*** Opening DATA SUPPLIED ***
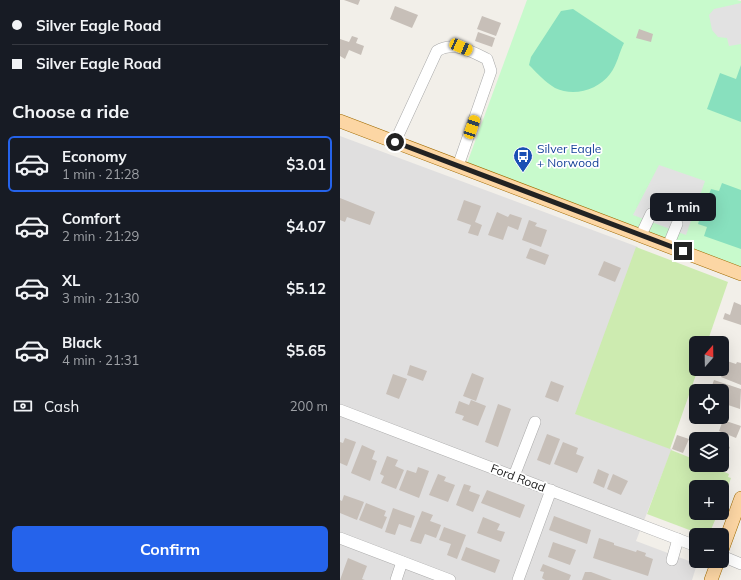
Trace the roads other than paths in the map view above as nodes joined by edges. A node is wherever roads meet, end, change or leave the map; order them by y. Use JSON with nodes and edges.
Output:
{"nodes":[{"id":1,"x":340,"y":121,"type":"edge"},
{"id":2,"x":395,"y":142,"type":"junction"},
{"id":3,"x":458,"y":166,"type":"junction"},
{"id":4,"x":651,"y":214,"type":"dead end"},
{"id":5,"x":677,"y":224,"type":"dead end"},
{"id":6,"x":641,"y":236,"type":"junction"},
{"id":7,"x":668,"y":246,"type":"junction"},
{"id":8,"x":741,"y":274,"type":"edge"},
{"id":9,"x":340,"y":410,"type":"edge"},
{"id":10,"x":535,"y":422,"type":"dead end"},
{"id":11,"x":514,"y":476,"type":"junction"},
{"id":12,"x":551,"y":490,"type":"junction"},
{"id":13,"x":741,"y":498,"type":"edge"},
{"id":14,"x":729,"y":531,"type":"edge"},
{"id":15,"x":340,"y":538,"type":"edge"},
{"id":16,"x":678,"y":539,"type":"junction"},
{"id":17,"x":689,"y":543,"type":"edge"},
{"id":18,"x":729,"y":559,"type":"edge"},
{"id":19,"x":672,"y":560,"type":"dead end"},
{"id":20,"x":402,"y":562,"type":"junction"},
{"id":21,"x":741,"y":564,"type":"edge"},
{"id":22,"x":715,"y":568,"type":"edge"},
{"id":23,"x":396,"y":580,"type":"edge"},
{"id":24,"x":450,"y":580,"type":"edge"},
{"id":25,"x":518,"y":580,"type":"edge"},
{"id":26,"x":711,"y":580,"type":"edge"}],
"edges":[{"from":1,"to":2,"type":"main road"},
{"from":2,"to":3,"type":"main road"},
{"from":2,"to":3,"type":"street"},
{"from":3,"to":6,"type":"main road"},
{"from":4,"to":6,"type":"street"},
{"from":5,"to":7,"type":"street"},
{"from":6,"to":7,"type":"main road"},
{"from":7,"to":8,"type":"main road"},
{"from":9,"to":11,"type":"street","name":"Ford Road"},
{"from":10,"to":11,"type":"street"},
{"from":11,"to":12,"type":"street","name":"Ford Road"},
{"from":12,"to":16,"type":"street","name":"Ford Road"},
{"from":12,"to":25,"type":"street"},
{"from":13,"to":14,"type":"main road"},
{"from":15,"to":20,"type":"street"},
{"from":16,"to":17,"type":"street","name":"Ford Road"},
{"from":16,"to":19,"type":"street"},
{"from":18,"to":21,"type":"street"},
{"from":20,"to":23,"type":"street"},
{"from":20,"to":24,"type":"street"},
{"from":22,"to":26,"type":"main road"}]}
*** Closing DATA SUPPLIED ***
WHAT THE TASK ASKS
The string "nodes" may occur in the listing; show every line where it does.

PROBLEM SOLUTION
Trace the roads other than paths in the map view above as nodes joined by edges. A node is wherever roads meet, end, change or leave the map; order them by y. Use JSON with nodes and edges.
{"nodes":[{"id":1,"x":340,"y":121,"type":"edge"},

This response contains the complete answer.